Something like this?

awk '/<script>/{p=1} /<\/script>/{p=0; next}!p' file

jville · August 17, 2011, 10:18am

looks like it's deleting from the begining of the line where the <script> and </script> are located.

test.file

this is <script> the first line in the file1
and the second </script> line
and the third line in the file

when I execute the script
awk '/<script>/{p=1} /<\/script>/{p=0; next}!p' test.file
I get

and the third line in the file

I am assuming Mr satheeshkumar want is

this is  
line
and the third line in the file

Thanks.

satheeshkumar · August 17, 2011, 10:28am

Thanks Frank. It removes contents in all the occurrence of <script> and </script> tag. It removes the content in the complete line where the above tags are present.
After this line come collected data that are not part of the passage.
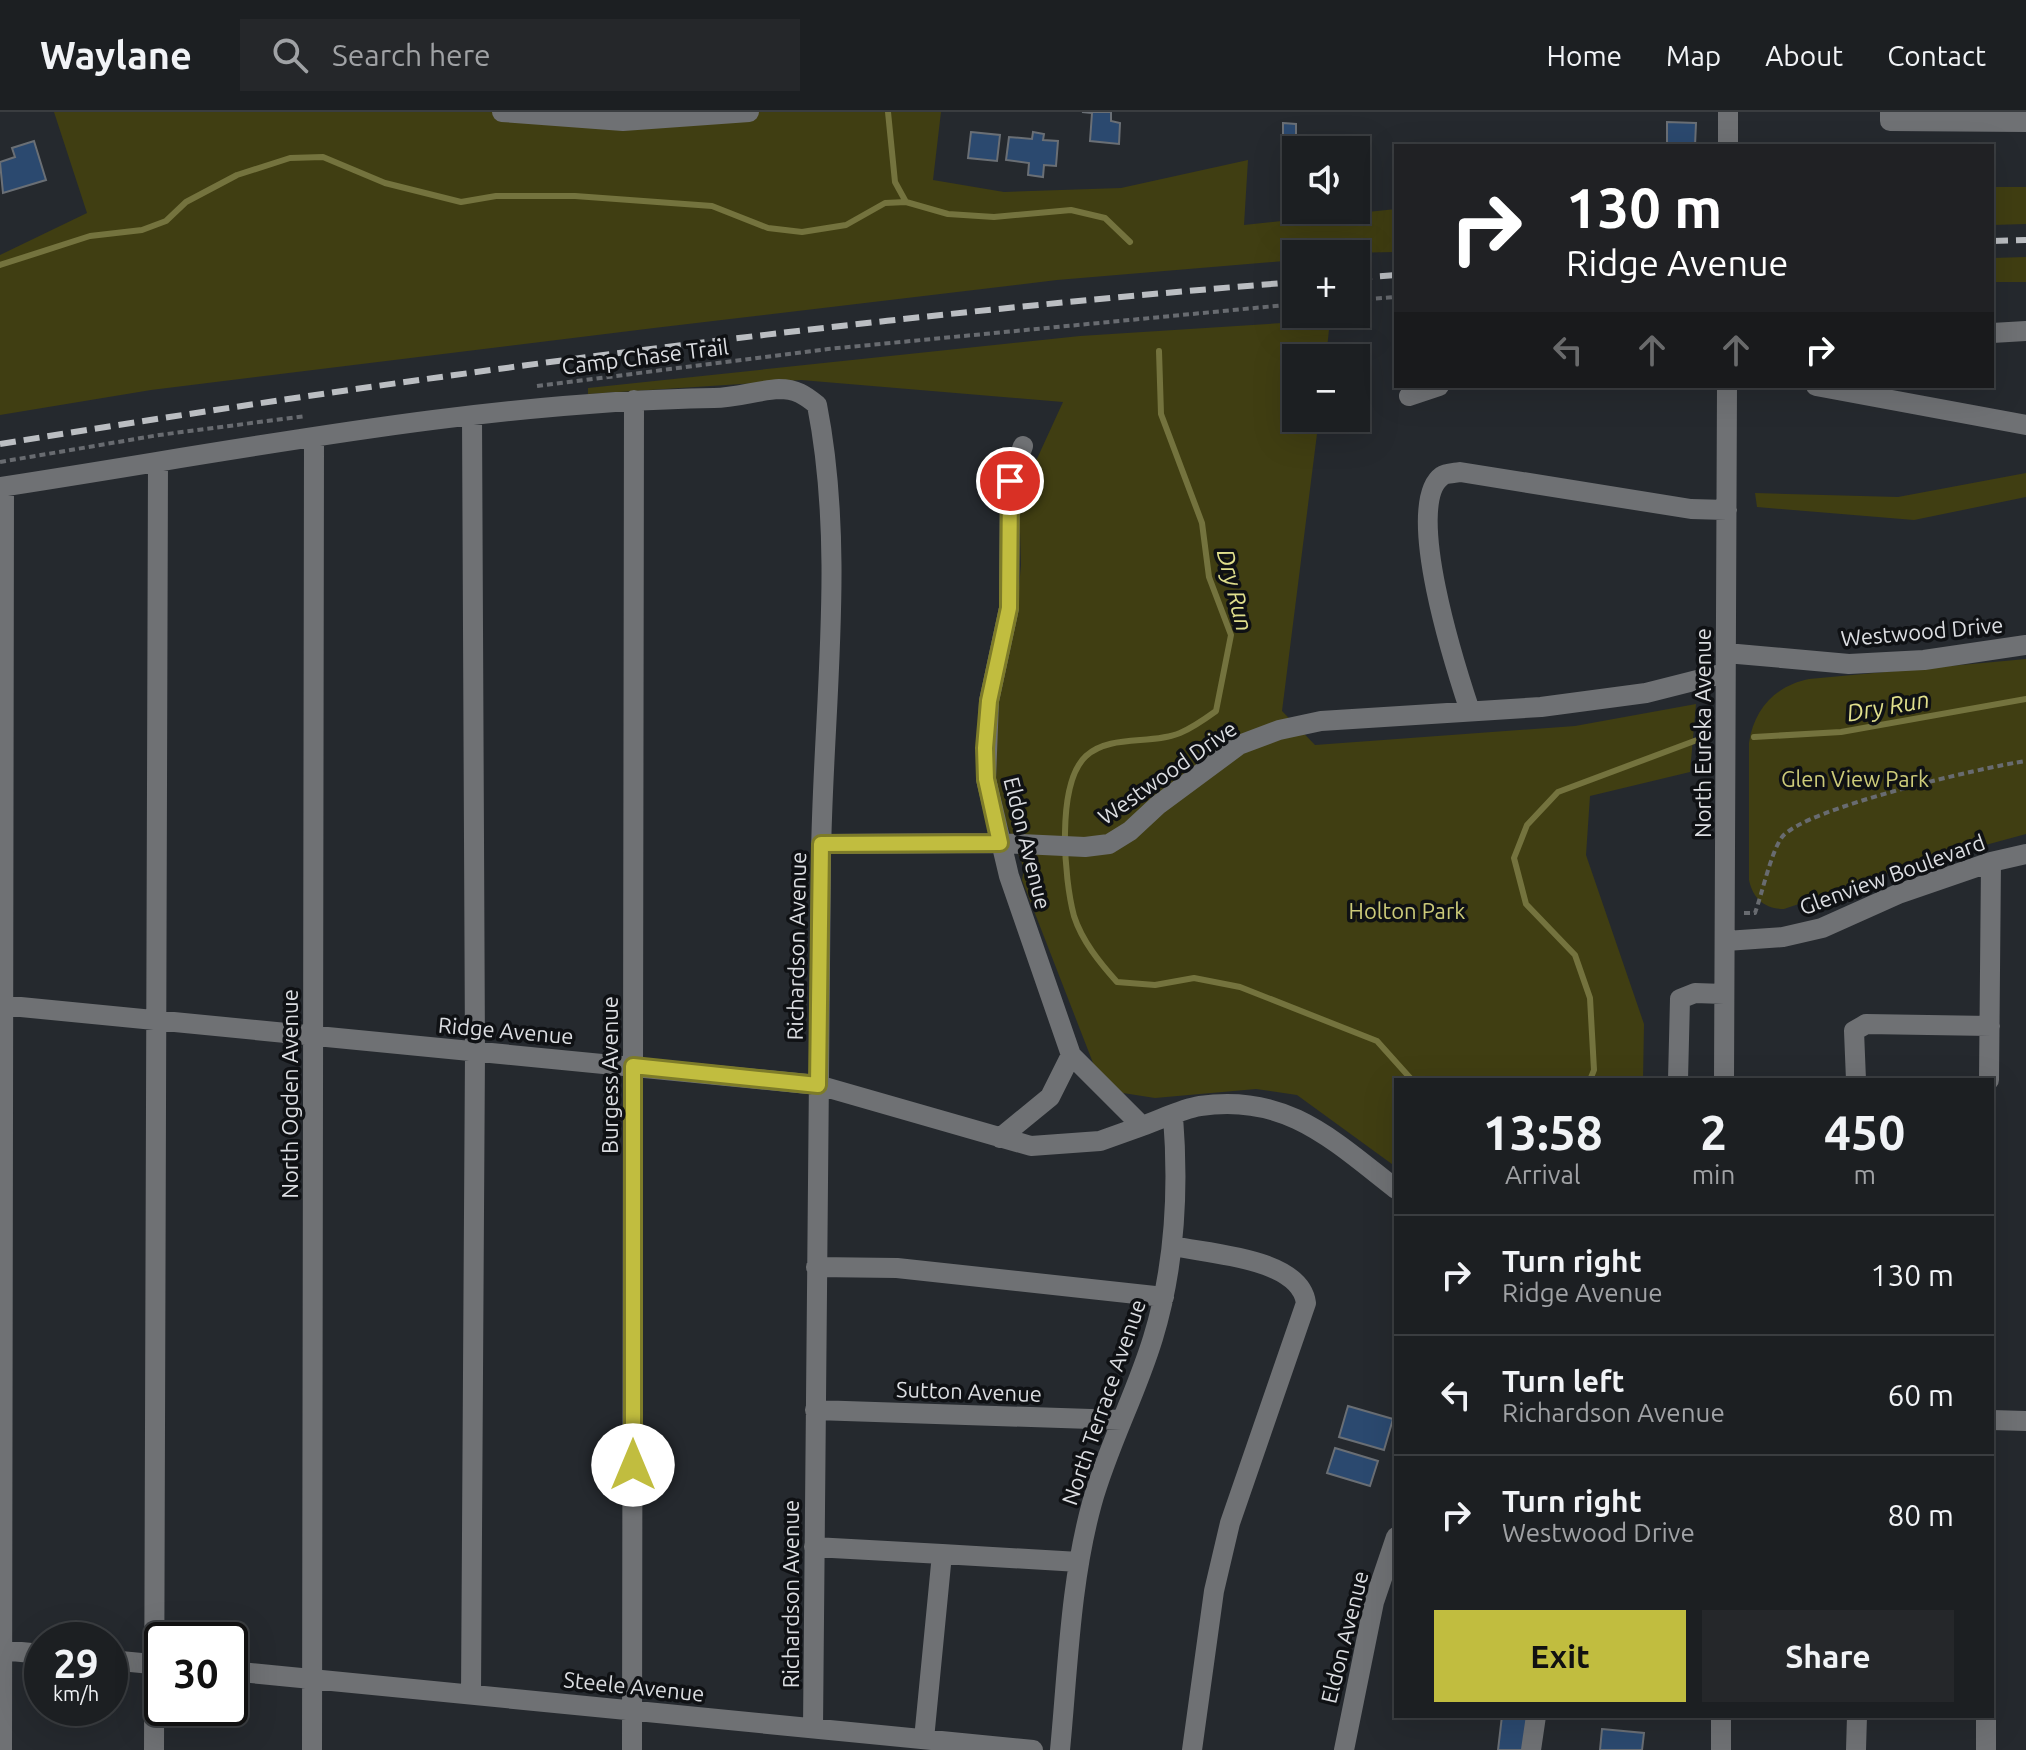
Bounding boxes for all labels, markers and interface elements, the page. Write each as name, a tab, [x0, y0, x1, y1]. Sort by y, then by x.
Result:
search box	[240, 19, 800, 91]
icon: search	[268, 33, 312, 77]
text: Waylane	[40, 34, 192, 76]
text: Search here	[332, 38, 491, 72]
text: Home	[1547, 40, 1622, 71]
text: Map	[1666, 40, 1721, 71]
text: About	[1765, 40, 1843, 71]
text: Contact	[1887, 40, 1986, 71]
map controls	[1282, 136, 1370, 432]
button: sound	[1282, 136, 1370, 224]
icon: right	[1434, 176, 1538, 280]
text: 130 m	[1566, 176, 1722, 239]
button: +	[1282, 240, 1370, 328]
text: Ridge Avenue	[1566, 242, 1788, 283]
icon: left	[1546, 328, 1590, 372]
icon: ahead	[1630, 328, 1674, 372]
icon: ahead	[1714, 328, 1758, 372]
icon: right	[1798, 328, 1842, 372]
street label: Camp Chase Trail	[560, 333, 730, 379]
button: −	[1282, 344, 1370, 432]
pin	[976, 447, 1044, 515]
icon: arrive	[988, 459, 1032, 503]
water label: Dry Run	[1212, 546, 1258, 634]
street label: Westwood Drive	[1840, 611, 2004, 651]
street label: North Eureka Avenue	[1690, 628, 1715, 838]
water label: Dry Run	[1844, 685, 1932, 727]
street label: Westwood Drive	[1093, 715, 1241, 829]
park label: Glen View Park	[1781, 766, 1929, 791]
street label: Eldon Avenue	[999, 774, 1057, 912]
street label: Glenview Boulevard	[1796, 829, 1988, 919]
street label: Richardson Avenue	[782, 852, 810, 1040]
park label: Holton Park	[1349, 898, 1465, 923]
street label: North Ogden Avenue	[277, 989, 302, 1199]
street label: Burgess Avenue	[597, 996, 622, 1154]
street label: Ridge Avenue	[437, 1012, 575, 1048]
text: 13:58	[1483, 1105, 1603, 1159]
text: 2	[1700, 1105, 1727, 1159]
text: 450	[1824, 1105, 1905, 1159]
text: Arrival	[1505, 1160, 1581, 1189]
text: min	[1692, 1160, 1735, 1189]
text: m	[1853, 1160, 1876, 1189]
text: Turn right	[1502, 1244, 1642, 1278]
icon: right	[1434, 1253, 1478, 1297]
text: 130 m	[1870, 1258, 1954, 1292]
text: Ridge Avenue	[1502, 1278, 1663, 1307]
street label: North Terrace Avenue	[1056, 1296, 1150, 1508]
text: Turn left	[1502, 1364, 1624, 1398]
icon: left	[1434, 1373, 1478, 1417]
street label: Sutton Avenue	[896, 1376, 1042, 1406]
text: 60 m	[1887, 1378, 1954, 1412]
text: Richardson Avenue	[1502, 1398, 1725, 1427]
position arrow	[591, 1423, 675, 1507]
text: Turn right	[1502, 1484, 1642, 1518]
icon: right	[1434, 1493, 1478, 1537]
text: 80 m	[1887, 1498, 1954, 1532]
street label: Richardson Avenue	[778, 1500, 803, 1688]
text: Westwood Drive	[1502, 1518, 1695, 1547]
street label: Eldon Avenue	[1315, 1568, 1373, 1706]
button: Exit	[1434, 1610, 1686, 1702]
button: Share	[1702, 1610, 1954, 1702]
speed limit sign: 30	[144, 1622, 248, 1726]
text: 29	[53, 1641, 99, 1686]
street label: Steele Avenue	[562, 1666, 706, 1706]
text: km/h	[53, 1682, 99, 1705]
Could you please help me to remove the content which are between those tags instead of removing everything in a line.

Example:

*Below is the output that i get when i execute your command

input file content:

client side<script>java script</script>java scripting is.......
server side<scipt>classic asp</script>ASP is a microsoft technology.......

satheesh here

output:

satheesh here

But i want the output as:

client side java scripting is.......
server side ASP is a microsoft technology.......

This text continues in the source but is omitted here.